Intro

If you have ever worked on website performance you will be familiar with the term “time to first byte” (TTFB).

TTFB is from the moment you have a website in your URL bar and hit enter to how long does it take for the first piece of page content to be received.

TTFB is a good indicator of website performance. It will not show you the impact of any resource loading that happens once the page is loaded.

A large part of the time incurred while connecting to a website is during DNS resolution. The other is establishing a TLS connection.

We can speed up DNS resolution time.

What

We are going to setup Unbound as a recursive caching DNS server that runs on your local network.

There will be many devices querying this DNS server which will build up the cache and keep it hot.

Prefetching is enabled so any entry in our DNS cache which is about to expire will be queried for again by Unbound.

TLDR of what you will get

1. QNAME minimisation (privacy)

2. Aggressive caching (performance)

3. Prefetching (performance)

4. Stale caching (resilience)

5. DNSSEC validation (security)

6. No query logging. (privacy)

7. Access control to only answer queries sent from RFC1918 addresses. (security)

8. Control of your DNS data. (privacy)

This is the unbound configuration being used.

How

Assumptions

You are familiar with Linux. You have Systemd installed.

Caveats

This will disable systemd-resolverd. This will replace the symlink for /etc/resolv.conf that is managed by systemd with a static file.

Unbound setup

Apt-get based systems

sudo apt-get install git -y

git clone https://github.com/buggysolid/unbound-install

cd unbound-install

sudo ./install-apt-get.sh

Yum/dnf based systems

sudo yum install git -y

git clone https://github.com/buggysolid/unbound-install

cd unbound-install

sudo ./install-yum.sh

Verify installation

dig @localhost ns google.com +short

sudo unbound-control status

You should expect to see output like.

root@ubuntu-s-4vcpu-8gb-intel-ams3-01:~# dig @localhost ns google.com +short

ns4.google.com.

ns2.google.com.

ns3.google.com.

ns1.google.com.

root@ubuntu-s-4vcpu-8gb-intel-ams3-01:~# sudo unbound-control status

version: 1.16.0

verbosity: 0

threads: 2

modules: 2 [ validator iterator ]

uptime: 166 seconds

options: reuseport control(ssl)

unbound (pid 24204) is running...

root@ubuntu-s-4vcpu-8gb-intel-ams3-01:~#

Let’s do a reboot to be sure, you would be very surprised how many services depend on having DNS resolution to reboot.
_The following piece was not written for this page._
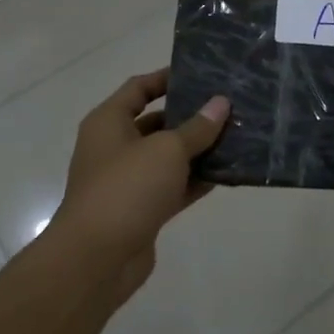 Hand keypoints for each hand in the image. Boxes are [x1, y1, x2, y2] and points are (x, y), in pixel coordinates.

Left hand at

I have seen not having DNS resolution preventing machines from coming back up on the network after a reboot

That is when you hope you have an out of band access method.

sudo shutdown -r now

Network setup

Assuming your host came back up after the reboot.

You will want to find out the IP address of the machine you setup Unbound on as this will be the IP you are vending to devices on your LAN via DHCP.

Before assigning the IP in a DHCP lease you should set a single device to use your local DNS server to verify everything is working.

Generally updating your DHCP settings is done via your router. I will leave that as an adventure for the reader.

Tests

With your new fancy DNS resolver configured you can use this test from DNS OARC to see how well you score.

You should get an A to B result depending on how much your ISP plays with your traffic and their network architecture.

Other testing links you may want to use.

DNS leak test DNSSEC Resolver Test

Outro

Before I started writing this post, I thought I had uncovered a bug in Unbound.

It turns out it is expected behaviour that is not documented.

If you read the unbound.conf documentation for the verbosity argument. There is no mention of invoking unbound -v taking precedance over what is defined in unbound.conf.

It also doesn’t specify that a verbosity level of -1 will be treated as zero in Unbound. The Enum structure for that setting doesn’t define a -1 level.

Thankfully the folks over at NLNetLabs have triaged the report and agreed the docs could do with a bit of an update.